The end of chocolate


Much less chocolate
They now predict
The future is bleak
For a chocolate addict

Near the equator
This special tree grows
Yielding its crop
Then away it goes

It’s hard to imagine
No chocolate to eat
Without a dessert
No meal is complete

It raises endorphins
This comfort food sweet
You won’t feel as good
When you’re eating meat

In the next twenty years
When it costs a lot more
You’ll find candy bars
Locked up in the store

At least there’s vanilla
Cake and ice cream
And eating chocolate
Will just be a dream

By, Randee Saber 11/9/10

The Cocoa Research Association produced the latest round of data, but big players like Hershey and Mars have already sequenced the cocoa genome to hunt for ways to create more resilient, higher-yielding trees.
Cocoa can only be grown close to the equator, mostly in West Africa, and farmers there lack incentives to replant the trees as they die.
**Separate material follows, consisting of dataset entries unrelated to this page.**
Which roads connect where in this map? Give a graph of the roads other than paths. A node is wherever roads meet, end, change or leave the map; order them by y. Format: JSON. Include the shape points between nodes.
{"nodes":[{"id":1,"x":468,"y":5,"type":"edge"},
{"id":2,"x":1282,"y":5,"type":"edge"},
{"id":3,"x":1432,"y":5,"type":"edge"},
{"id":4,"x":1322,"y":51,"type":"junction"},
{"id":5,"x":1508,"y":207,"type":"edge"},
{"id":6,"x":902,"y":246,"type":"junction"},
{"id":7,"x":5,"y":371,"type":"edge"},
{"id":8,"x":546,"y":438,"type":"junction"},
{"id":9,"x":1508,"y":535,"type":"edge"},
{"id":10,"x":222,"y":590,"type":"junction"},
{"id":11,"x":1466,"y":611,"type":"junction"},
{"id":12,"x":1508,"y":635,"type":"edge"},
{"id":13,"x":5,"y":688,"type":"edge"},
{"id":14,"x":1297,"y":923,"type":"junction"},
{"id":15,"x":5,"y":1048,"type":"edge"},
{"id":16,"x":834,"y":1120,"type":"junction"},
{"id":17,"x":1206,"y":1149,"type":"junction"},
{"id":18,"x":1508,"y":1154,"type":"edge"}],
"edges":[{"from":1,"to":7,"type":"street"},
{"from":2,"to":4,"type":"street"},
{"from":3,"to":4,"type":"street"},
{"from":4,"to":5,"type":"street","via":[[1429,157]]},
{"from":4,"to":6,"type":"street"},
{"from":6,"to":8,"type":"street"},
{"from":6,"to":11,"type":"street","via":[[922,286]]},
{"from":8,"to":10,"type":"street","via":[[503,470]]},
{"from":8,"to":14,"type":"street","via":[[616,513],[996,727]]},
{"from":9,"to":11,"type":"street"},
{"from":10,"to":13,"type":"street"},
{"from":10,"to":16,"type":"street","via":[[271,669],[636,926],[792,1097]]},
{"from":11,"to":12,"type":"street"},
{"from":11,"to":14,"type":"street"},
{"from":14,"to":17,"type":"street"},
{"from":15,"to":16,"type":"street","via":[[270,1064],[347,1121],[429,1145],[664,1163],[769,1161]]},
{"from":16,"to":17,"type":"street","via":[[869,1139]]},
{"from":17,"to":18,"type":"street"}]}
Cocoa trees take three years to mature. Small-scale producers of the delicious stuff earn just 80 cents a day selling to the mega-corporations that control the market.
Combine that with ever-more gluttonous choco-habits and you've got a shortage. Indeed, the price of chocolate has doubled in the last six years.
Says John Mason, founder of the Ghana-based Nature Conservation Research Council: "In 20 years chocolate will be like caviar. It will become so rare and so expensive that the average Joe just won't be able to afford it."
Glenn Beck be damned: Don't buy gold bars; buy chocolate.